CONCLUSION: This set of studies provides the rationale, justification, and validation for the use of a weighted composite outcome and confirms the need for the phase III HU Prevent study. Surveys of investigators in multi-center studies can provide the basis of clinically meaningful outcomes that foster the translation of study results into practice while increasing the efficiency of a study.

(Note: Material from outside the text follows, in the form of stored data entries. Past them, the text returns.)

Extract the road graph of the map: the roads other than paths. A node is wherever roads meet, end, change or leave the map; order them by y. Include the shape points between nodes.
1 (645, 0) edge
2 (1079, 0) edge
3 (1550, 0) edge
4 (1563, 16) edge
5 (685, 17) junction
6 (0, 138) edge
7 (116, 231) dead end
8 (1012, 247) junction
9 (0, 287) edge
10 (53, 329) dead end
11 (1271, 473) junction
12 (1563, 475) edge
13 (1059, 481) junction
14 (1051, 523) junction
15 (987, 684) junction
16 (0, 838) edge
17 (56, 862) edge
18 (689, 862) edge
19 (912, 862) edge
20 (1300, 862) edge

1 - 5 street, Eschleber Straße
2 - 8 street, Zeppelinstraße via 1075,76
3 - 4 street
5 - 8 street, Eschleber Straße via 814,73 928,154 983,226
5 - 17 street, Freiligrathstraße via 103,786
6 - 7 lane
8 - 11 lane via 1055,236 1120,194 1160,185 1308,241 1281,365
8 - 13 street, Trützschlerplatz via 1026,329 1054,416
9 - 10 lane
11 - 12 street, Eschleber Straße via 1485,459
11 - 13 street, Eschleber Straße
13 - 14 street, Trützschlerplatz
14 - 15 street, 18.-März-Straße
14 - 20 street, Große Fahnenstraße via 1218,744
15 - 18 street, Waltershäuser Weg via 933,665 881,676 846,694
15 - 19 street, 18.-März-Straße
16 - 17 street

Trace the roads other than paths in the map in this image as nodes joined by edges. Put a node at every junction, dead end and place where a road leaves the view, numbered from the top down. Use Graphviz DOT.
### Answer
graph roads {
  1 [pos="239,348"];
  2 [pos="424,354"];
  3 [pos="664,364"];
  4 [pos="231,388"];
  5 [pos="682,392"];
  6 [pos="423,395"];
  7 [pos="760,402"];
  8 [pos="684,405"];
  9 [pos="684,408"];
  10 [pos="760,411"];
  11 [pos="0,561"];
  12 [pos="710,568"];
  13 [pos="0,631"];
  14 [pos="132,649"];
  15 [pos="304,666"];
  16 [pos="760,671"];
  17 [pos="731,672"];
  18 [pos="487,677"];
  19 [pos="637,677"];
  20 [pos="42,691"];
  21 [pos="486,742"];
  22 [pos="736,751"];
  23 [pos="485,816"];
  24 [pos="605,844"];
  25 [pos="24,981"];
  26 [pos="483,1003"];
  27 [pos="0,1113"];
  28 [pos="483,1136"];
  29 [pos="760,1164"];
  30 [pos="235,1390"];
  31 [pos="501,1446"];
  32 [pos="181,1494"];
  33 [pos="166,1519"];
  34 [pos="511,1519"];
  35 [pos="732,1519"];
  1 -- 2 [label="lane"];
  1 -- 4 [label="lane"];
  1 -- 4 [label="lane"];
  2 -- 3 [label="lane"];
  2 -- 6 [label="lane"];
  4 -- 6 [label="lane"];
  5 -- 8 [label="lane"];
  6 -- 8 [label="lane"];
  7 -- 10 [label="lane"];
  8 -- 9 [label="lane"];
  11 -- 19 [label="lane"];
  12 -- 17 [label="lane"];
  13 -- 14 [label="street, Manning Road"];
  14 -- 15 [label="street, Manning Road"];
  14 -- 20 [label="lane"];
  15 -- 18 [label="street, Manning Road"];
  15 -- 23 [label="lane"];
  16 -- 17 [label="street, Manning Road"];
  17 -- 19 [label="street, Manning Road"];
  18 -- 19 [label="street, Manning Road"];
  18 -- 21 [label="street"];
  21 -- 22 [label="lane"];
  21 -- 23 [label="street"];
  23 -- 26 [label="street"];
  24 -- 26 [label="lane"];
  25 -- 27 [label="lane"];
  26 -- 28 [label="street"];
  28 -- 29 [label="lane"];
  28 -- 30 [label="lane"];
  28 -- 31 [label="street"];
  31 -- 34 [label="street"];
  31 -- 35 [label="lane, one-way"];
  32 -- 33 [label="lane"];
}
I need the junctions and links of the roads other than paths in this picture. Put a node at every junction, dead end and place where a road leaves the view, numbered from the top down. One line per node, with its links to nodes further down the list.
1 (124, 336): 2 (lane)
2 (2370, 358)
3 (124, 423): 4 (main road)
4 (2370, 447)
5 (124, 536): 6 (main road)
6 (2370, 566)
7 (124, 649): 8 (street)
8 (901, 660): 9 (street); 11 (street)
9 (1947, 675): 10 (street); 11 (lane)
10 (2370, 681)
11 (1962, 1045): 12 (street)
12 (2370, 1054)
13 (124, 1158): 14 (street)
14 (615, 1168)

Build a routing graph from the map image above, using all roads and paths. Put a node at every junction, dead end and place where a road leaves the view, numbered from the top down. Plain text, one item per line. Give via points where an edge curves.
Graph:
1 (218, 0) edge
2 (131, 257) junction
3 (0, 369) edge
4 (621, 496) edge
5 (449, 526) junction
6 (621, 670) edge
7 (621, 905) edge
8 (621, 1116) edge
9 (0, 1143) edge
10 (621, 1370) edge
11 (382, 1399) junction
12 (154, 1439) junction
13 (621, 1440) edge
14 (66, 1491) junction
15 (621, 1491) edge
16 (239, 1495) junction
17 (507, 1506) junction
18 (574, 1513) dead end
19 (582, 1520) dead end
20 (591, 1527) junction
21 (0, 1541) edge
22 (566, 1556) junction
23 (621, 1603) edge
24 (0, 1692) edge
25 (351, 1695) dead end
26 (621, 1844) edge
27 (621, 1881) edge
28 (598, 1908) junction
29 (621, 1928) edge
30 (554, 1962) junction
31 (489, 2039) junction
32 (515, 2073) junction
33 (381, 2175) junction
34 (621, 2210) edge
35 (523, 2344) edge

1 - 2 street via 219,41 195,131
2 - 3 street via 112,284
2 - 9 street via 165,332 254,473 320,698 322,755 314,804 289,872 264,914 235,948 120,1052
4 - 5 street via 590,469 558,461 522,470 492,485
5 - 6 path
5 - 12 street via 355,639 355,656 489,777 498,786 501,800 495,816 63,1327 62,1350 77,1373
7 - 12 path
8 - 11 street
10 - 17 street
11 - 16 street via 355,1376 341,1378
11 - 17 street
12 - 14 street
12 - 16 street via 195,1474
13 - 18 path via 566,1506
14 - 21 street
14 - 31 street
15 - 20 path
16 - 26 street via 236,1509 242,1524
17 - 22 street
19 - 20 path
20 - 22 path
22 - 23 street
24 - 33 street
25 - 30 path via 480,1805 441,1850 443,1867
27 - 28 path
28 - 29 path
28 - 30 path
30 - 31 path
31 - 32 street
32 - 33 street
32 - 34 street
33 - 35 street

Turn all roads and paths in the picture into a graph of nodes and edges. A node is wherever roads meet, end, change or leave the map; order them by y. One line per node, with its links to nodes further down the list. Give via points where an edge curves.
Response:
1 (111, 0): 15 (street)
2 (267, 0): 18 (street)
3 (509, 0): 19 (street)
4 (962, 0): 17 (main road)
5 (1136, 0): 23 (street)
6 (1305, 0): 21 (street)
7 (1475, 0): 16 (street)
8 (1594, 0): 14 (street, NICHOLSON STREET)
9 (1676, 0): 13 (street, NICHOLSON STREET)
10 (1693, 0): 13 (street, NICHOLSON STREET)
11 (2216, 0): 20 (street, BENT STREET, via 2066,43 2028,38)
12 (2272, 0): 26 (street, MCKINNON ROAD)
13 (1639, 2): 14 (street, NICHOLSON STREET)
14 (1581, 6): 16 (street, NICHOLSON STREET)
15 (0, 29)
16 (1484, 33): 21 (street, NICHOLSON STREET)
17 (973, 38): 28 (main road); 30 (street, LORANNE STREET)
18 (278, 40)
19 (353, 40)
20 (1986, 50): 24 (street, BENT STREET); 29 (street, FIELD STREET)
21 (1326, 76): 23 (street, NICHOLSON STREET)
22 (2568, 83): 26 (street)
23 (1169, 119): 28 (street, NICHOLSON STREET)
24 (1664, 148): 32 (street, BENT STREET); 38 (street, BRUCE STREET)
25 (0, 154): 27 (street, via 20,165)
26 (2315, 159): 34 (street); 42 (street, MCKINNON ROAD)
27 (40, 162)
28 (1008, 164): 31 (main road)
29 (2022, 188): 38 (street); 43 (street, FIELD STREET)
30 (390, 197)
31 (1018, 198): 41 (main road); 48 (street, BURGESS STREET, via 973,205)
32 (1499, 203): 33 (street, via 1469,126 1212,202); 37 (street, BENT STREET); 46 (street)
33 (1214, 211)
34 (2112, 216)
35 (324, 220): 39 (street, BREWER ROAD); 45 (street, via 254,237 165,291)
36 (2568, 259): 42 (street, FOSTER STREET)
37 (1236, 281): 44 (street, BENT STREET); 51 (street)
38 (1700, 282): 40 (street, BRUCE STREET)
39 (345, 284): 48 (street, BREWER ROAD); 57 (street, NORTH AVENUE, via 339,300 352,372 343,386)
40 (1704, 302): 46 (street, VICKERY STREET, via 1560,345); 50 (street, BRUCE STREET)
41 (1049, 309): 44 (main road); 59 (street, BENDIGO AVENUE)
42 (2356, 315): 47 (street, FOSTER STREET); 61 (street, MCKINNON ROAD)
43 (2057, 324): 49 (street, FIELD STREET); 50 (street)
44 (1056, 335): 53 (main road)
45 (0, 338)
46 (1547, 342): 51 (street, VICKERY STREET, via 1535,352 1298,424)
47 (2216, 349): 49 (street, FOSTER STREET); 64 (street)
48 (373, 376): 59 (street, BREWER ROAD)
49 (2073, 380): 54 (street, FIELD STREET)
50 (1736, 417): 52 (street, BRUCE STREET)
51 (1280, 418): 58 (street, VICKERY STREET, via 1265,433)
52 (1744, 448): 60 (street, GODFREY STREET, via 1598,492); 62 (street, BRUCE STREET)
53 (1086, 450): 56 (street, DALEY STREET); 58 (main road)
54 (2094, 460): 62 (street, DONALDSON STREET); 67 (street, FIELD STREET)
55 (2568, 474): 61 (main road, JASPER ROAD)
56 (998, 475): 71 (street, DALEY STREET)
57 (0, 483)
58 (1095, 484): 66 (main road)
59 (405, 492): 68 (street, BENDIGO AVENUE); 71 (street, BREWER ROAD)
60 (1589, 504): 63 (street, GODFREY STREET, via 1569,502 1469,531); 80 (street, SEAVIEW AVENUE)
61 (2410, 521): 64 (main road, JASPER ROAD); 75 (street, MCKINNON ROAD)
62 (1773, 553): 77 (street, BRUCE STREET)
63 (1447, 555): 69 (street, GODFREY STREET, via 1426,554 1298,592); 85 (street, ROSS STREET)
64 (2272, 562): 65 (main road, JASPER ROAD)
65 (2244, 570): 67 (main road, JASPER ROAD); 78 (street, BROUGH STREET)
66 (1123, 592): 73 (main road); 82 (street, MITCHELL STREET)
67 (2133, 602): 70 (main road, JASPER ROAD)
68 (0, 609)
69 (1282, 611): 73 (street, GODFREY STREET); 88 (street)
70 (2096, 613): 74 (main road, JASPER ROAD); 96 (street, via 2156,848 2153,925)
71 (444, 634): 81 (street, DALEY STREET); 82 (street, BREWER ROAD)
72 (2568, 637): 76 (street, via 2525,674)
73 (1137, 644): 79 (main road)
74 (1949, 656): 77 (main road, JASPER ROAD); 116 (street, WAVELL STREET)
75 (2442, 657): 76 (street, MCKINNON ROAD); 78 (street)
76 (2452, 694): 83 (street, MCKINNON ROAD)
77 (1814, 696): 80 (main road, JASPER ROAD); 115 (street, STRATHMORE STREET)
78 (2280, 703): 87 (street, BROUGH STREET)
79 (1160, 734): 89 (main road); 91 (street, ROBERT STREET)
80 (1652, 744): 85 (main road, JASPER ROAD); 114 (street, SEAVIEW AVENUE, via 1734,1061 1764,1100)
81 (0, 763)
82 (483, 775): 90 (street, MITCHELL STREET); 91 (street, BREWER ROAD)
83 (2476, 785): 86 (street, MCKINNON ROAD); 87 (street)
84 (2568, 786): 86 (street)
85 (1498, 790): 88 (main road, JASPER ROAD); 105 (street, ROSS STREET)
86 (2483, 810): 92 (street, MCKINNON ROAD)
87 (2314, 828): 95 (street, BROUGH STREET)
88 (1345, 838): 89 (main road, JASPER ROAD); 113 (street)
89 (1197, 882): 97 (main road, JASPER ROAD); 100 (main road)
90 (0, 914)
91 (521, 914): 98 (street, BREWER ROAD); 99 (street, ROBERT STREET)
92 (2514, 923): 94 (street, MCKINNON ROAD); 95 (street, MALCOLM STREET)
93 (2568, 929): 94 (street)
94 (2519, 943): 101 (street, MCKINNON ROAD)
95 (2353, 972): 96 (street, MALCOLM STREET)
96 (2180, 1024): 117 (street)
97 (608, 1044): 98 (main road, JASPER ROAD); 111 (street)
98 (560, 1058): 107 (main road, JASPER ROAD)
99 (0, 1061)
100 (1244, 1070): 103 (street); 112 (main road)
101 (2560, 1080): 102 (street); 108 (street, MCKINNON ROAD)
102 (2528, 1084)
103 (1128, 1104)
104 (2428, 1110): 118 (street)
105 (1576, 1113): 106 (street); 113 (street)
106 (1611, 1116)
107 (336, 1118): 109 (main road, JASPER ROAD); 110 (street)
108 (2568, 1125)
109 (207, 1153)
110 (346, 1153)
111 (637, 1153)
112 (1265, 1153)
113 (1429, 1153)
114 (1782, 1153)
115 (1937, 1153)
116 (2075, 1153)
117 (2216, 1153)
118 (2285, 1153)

METHODS: In Study 1, investigators were surveyed about their practice regarding hydroxyurea therapy and opinions about outcomes for the "Hydroxyurea to Prevent the Central Nervous System Complications of Sickle Cell Disease Trial" (HU Prevent), and their minimally acceptable relative risk reduction for the two outcome components, motor and neurocognitive deficits. In Study 2, HU Prevent investigators provided overall weights for these two components. In Study 3, they provided more granular rankings, ratings, and maximum number acceptable to harm. A weighted composite outcome, the Stroke Consequences Risk Score, was constructed that incorporates the major neurologic complications of sickle cell disease. The Stroke Consequences Risk Score represents the 3-year risk of suffering the adverse consequences of stroke. In Study 4, the results of the Optimizing Primary Stroke Prevention in Sickle Cell Anemia (STOP2) and Silent Infarct Transfusion Trials were reanalyzed in light of the composite outcome.
RESULTS: In total, 22 to 27 investigators participated per study. In Study 1, across three samplings between 2009 and 2015, the average minimally acceptable relative risk reduction ranged from 0.36 to 0.50, at or below the target effect size of 0.50. In 2015, 21 (91%) reported that a placebo-controlled trial is reasonable; 23 (100%), that it is ethical; and 22 (96%), that they would change their practice, if the results of the trial were positive. In Studies 2 and 3, the weight elicited for a cognitive decline (of 10 IQ points) from the overall assessment was 0.67 (and for motor deficit, the complementary 0.33); from ranking, 0.6; from rating, 0.58; and from maximal number acceptable to harm, 0.5. Using data from two major clinical trials, Study 4 demonstrated the same conclusions as the original trials using the Stroke Consequences Risk Score, with smaller p-values for both reanalyses. An assessment of acceptability was performed as well.
CONCLUSION: This set of studies provides the rationale, justification, and validation for the use of a weighted composite outcome and confirms the need for the phase III HU Prevent study. Surveys of investigators in multi-center studies can provide the basis of clinically meaningful outcomes that foster the translation of study results into practice while increasing the efficiency of a study.